E’ un problema quando un bambino inizia a giocare avendo saltato il minibasket: non è impossibile recuperare, ma si parte ad handicap. A quel punto diventa indispensabile ascoltare tutto, ascoltare l’allenatore e osservare. Per recuperare il tempo perduto serve maggiore attenzione e il compagno più avanti diventa un esempio da imitare.
Qual è tua filosofia?
A me non piace l’aggressività nello sport. Certo, ci devono essere agonismo, grinta e voglia di vincere, ma non devono sconfinare nella cattiveria, o nella volontà di umiliare l’avversario. Quando incontriamo squadre molto più indietro di noi, ad esempio, evito la pressione a tutto campo e chiedo ai miei di tenere la posizione difensiva, evitando di forzare i contatti e di essere troppo “agguerriti”.
Con i bambini sono sempre molto chiaro, spiego tutto e cerco di non mentire, perché capiscono benissimo se provi a prenderli in giro. Cerco di spiegare che chi gioca meno una volta giocherà di più in altre occasioni: sanno benissimo chi tra loro è più avanti e chi è più indietro.

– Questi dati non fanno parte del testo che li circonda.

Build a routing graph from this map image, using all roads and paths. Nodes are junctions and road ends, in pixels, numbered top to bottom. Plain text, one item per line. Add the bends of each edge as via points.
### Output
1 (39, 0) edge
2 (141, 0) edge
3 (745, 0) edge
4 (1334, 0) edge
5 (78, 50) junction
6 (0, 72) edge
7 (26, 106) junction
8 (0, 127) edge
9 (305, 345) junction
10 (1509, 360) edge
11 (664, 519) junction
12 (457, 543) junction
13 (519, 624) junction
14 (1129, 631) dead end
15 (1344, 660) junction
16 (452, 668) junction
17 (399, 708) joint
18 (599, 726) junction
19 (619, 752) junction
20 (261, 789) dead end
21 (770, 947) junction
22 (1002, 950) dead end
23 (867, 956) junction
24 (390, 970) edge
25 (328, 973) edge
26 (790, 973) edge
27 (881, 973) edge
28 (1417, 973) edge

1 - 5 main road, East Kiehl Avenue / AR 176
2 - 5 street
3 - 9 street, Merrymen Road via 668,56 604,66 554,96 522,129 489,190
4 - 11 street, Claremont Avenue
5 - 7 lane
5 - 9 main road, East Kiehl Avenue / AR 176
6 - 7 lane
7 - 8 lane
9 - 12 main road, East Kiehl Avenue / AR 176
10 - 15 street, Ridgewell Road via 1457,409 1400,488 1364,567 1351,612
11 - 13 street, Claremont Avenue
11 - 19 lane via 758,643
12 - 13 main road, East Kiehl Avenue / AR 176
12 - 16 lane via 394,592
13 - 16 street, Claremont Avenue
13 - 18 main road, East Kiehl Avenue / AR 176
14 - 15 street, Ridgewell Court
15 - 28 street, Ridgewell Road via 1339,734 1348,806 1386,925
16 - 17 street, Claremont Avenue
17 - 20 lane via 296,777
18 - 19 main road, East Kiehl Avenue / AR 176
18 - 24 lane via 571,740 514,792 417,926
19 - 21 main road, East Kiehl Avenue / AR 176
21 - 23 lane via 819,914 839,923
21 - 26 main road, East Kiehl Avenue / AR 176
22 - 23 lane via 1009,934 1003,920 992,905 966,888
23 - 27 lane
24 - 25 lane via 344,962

Il compito del minibasket, del resto, è proprio quello di far crescere tutti, per portare avanti quanti più giocatori possibile, non solo quelli più talentuosi.
Naturalmente un aspetto fondamentale è tener conto del carattere del bambino: c’è quello timido che tende a “nascondersi” e quello troppo esuberante che va contenuto.
Cosa ti piace di più del tuo lavoro?
Vedere la crescita di un bambino che arriva senza nemmeno sapere tenere una palla in mano e se ne va sapendo fare quasi tutto, passaggio, palleggio, tiro, difesa.
Si “plasma la materia”. Comincio a lavorare con i bambini a 6 anni e li lascio a 11, quasi come un maestro elementare. Mi affeziono molto ed è sempre dura quando arriva il momento di separarci. Naturalmente continuo a seguirli a distanza, ma non sono più “miei” giocatori.
Soddisfazioni particolari?
Tante.
Ovviamente ho avuto gruppi che mi hanno dato soddisfazioni maggiori, ma comunque i risultati migliori si ottengono sempre con i bambini ai quali riesco a trasmettere la passione e questo dipende, ovviamente, sia da me che da loro.
Ed è molto bello quando le gratificazioni arrivano non solo dai bambini, ma anche dalle familgie.
A proposito, come si gestisce il rapporto coi genitori?
Ci vogliono tanta pazienza e tanta calma. Cercare di capire se il bambino ha bisogno di dolcezza o di durezza, capire la sua sensibilità e di conseguenza capire il genitore. Avere un buon rapporto con le famiglie è determinante, perché i bambini non sono maggiorenni e autonomi. Cerco di accogliere le richieste e le osservazioni dei genitori e di creare un clima di collaborazione, ma allo stesso tempo sono pronto ad arginarli se serve. Cerco di evitare gli scontri, perché inevitabilmente si riflettono sul bambino: in quindici anni sono riuscito quasi sempre a farlo, anche se in paio di occasioni è stato proprio impossibile. I ruoli e le professionalità vanno rispettati.